The village was owned by the Scrope family for over five centuries, until 1866 when it was sold to the Gorst family and Edward Chaddock Lowndes (who was previously also known as Gorst). The latter spent a great deal of money on improving the manor house and the estate.

A National School was built in 1826, on a site between the upper and lower villages. The school was taken over by the county council in 1909, and educated children of all ages until 1956 when older pupils were transferred to secondary schools in Chippenham. It closed in 1998 on the opening of a new primary school at Yatton Keynell.

During the Second World War, the RAF Castle Combe airfield was built east of the village, with runways, hangars and a control tower. Between 1946 and 1948 the airfield buildings were used as temporary housing for former military from Poland. The property was sold in 1948, and was later modified for motor racing; the tower is still used during races at Castle Combe Circuit.

For decades the village had a number of gristmills and sawmills but all went out of business; Nettleton Mill closed before 1916 and Gatcombe Mill closed circa 1925; both are Grade II listed. The Long Dean Mill shut down in 1956; the Lower mill is now Grade II listed; Colham Mill was demolished in 1962. The last remaining stone tower of the castle stood for centuries, but it too was demolished, in 1950.

== Listed buildings ==

Castle Combe parish has 107 listed buildings; nearly all are in the Grade II category.

== Religious sites ==
=== Parish church ===
The Church of England parish church of St Andrew is a Grade I listed building. Part of the chancel is 13th-century; in 1850–51 nearly all of the building, except the 15th-century tower, was taken down and reconstructed to the same plan.

=== Congregational Church ===
The first chapel was built in 1757 and extended with a schoolroom in 1846. The current church, opened in 1914, is in the upper part of the village on what is now the B4039 road. The building is a former malt house and is attached to an 18th-century house which became the manse. The church continues in use.

== In popular culture ==
The village was a location for the 1967 film musical Doctor Dolittle. Its frequently rainy summer climate frustrated production, as did attempted sabotage - including by British Army officer (and future explorer) Sir Ranulph Fiennes - because of residents' irritation at the producers' modifications of the area for shooting. Other productions include "The Murder of Roger Ackroyd", an episode of Agatha Christie's Poirot, and the films Stardust and The Wolfman. Throughout September 2010, the village was a filming location for Steven Spielberg's production of War Horse.

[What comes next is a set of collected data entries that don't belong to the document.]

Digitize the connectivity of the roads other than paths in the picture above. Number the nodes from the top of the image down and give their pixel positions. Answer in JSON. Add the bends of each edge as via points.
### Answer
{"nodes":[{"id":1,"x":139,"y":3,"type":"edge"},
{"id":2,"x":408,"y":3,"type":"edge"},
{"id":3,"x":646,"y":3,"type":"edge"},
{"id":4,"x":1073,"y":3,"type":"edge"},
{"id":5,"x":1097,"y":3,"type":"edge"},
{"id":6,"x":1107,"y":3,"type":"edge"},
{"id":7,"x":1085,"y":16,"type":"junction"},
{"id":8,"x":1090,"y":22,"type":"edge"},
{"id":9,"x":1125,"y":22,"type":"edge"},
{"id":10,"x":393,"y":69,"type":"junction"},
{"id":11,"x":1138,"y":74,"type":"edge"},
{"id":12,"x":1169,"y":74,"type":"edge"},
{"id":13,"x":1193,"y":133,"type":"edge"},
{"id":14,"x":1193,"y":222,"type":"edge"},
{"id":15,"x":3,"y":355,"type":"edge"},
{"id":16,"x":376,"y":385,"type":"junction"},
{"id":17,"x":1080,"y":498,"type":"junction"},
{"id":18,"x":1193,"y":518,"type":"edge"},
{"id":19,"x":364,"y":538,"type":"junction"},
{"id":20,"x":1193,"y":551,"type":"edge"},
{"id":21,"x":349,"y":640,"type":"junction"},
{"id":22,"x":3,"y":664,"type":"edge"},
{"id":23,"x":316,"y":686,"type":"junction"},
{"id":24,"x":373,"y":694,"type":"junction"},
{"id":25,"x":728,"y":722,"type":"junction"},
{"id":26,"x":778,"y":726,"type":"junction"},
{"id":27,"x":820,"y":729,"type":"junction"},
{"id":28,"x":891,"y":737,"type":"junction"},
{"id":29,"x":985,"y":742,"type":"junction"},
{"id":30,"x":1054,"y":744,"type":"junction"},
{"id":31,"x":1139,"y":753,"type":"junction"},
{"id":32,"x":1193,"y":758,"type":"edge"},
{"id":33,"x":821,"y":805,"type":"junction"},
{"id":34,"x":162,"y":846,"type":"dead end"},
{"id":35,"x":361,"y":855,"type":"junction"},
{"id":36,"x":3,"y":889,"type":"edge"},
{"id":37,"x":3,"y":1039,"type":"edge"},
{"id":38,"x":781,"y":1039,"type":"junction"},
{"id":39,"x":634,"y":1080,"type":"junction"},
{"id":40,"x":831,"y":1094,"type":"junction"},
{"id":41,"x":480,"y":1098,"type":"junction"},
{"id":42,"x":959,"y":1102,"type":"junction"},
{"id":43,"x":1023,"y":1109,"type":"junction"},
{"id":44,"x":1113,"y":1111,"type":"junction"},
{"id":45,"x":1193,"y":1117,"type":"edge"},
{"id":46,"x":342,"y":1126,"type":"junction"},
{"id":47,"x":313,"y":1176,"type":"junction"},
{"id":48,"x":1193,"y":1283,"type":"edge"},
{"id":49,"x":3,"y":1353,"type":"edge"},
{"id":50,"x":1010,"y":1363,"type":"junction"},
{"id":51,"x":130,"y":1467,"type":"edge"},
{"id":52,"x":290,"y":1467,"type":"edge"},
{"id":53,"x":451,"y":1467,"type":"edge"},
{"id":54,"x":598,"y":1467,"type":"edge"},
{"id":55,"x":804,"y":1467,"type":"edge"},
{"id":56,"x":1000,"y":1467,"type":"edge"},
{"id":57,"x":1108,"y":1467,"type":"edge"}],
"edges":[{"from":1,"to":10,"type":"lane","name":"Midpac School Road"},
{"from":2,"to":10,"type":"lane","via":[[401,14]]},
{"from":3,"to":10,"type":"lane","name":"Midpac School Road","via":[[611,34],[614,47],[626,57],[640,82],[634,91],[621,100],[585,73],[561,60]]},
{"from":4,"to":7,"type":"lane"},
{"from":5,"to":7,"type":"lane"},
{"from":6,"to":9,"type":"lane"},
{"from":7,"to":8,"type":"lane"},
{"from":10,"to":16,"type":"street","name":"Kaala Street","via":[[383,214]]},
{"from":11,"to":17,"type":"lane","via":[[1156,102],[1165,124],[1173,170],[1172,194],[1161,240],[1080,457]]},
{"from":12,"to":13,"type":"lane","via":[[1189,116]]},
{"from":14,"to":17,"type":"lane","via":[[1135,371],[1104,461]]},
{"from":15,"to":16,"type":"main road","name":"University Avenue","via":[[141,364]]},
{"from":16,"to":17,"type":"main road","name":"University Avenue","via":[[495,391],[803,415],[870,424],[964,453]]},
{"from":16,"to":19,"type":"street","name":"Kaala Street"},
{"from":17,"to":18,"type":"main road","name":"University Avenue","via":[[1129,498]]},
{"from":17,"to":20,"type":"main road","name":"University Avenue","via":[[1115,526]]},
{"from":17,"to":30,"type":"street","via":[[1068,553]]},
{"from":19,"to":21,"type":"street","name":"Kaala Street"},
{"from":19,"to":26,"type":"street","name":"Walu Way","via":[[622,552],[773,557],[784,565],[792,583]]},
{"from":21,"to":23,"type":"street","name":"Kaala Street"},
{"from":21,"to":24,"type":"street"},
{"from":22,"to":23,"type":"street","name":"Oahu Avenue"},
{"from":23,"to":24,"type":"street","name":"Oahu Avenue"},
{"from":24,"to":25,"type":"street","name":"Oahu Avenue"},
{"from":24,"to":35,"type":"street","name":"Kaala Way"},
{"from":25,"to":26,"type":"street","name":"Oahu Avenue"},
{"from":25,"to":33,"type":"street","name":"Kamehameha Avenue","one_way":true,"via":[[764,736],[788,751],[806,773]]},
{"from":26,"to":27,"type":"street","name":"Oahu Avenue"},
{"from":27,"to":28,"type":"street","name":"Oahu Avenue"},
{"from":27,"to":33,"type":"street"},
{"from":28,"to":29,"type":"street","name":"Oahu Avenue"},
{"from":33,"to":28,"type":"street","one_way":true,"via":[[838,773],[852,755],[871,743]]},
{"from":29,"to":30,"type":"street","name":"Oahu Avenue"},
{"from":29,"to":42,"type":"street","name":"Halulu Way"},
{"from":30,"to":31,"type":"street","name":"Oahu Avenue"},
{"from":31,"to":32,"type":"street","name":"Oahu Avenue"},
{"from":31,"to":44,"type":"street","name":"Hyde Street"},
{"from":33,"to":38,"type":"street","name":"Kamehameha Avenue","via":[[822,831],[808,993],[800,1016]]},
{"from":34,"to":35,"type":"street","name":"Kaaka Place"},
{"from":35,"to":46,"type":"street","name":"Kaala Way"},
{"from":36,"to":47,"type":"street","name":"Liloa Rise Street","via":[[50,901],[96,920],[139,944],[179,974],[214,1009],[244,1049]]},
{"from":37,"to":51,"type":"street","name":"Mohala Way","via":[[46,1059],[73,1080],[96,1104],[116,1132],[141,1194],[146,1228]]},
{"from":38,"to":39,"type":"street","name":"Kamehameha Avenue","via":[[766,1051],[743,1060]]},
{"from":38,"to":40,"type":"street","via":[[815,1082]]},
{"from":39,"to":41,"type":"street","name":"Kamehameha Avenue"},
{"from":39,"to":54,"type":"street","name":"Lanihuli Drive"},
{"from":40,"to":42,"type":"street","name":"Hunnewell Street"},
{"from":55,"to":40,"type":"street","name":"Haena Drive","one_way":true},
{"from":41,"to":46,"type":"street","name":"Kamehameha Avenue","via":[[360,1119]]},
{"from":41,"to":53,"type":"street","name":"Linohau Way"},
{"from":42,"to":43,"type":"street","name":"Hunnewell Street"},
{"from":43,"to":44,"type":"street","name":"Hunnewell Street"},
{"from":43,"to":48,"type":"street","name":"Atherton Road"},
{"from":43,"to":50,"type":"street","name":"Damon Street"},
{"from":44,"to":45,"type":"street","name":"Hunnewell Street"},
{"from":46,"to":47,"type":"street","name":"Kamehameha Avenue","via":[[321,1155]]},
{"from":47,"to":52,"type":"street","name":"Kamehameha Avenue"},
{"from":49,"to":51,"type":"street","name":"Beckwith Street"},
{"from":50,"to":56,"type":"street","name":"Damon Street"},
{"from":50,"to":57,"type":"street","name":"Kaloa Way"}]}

Raymond Austin set the action of his book Find me a Spy, Catch me a Traitor in the village and at the Manor. The house of Alice Cartalet in the manga and anime series Kiniro Mosaic was based on Fosse Farmhouse, a guesthouse near Castle Combe.

The village was a filming location for the fantasy adventure movie Mariah Mundi and the Midas Box in 2012, and later for a television adaptation of the Anthony Trollope novel Doctor Thorne.

The Apple TV+ spy thriller series Slow Horses filmed several episodes of its second series in Castle Combe and the nearby airfield, referring to the village as "Upshott."

==Tourist services==
Castle Combe has a car park at the top of the hill, and toilet facilities over the bridge at the bottom of the village. A small museum closed in 2012.

The Manor House was built in the 17th century and rebuilt in the 19th. It has 48 rooms and 365 acre of gardens. During World War II, the house was used as a hospital. In 1947, the owner of the Castle Combe estate sold the houses and the estate and the Manor House became a country club. After 18 months, the club left the premises, and the house was shortly thereafter sold to Bobbie Allen, an amateur hotelier, and her husband. Mrs Allen wrote a book of her experiences, From Claridge's to Castle Combe. The property was owned by the Allen family for some time, and they sold the Manor House to Mr and Mrs Oliver Clegg who (some time after 1976) sold it to the corporation which now owns the property. By the time it was listed as a Grade II property in 1960, it was already operating as a hotel.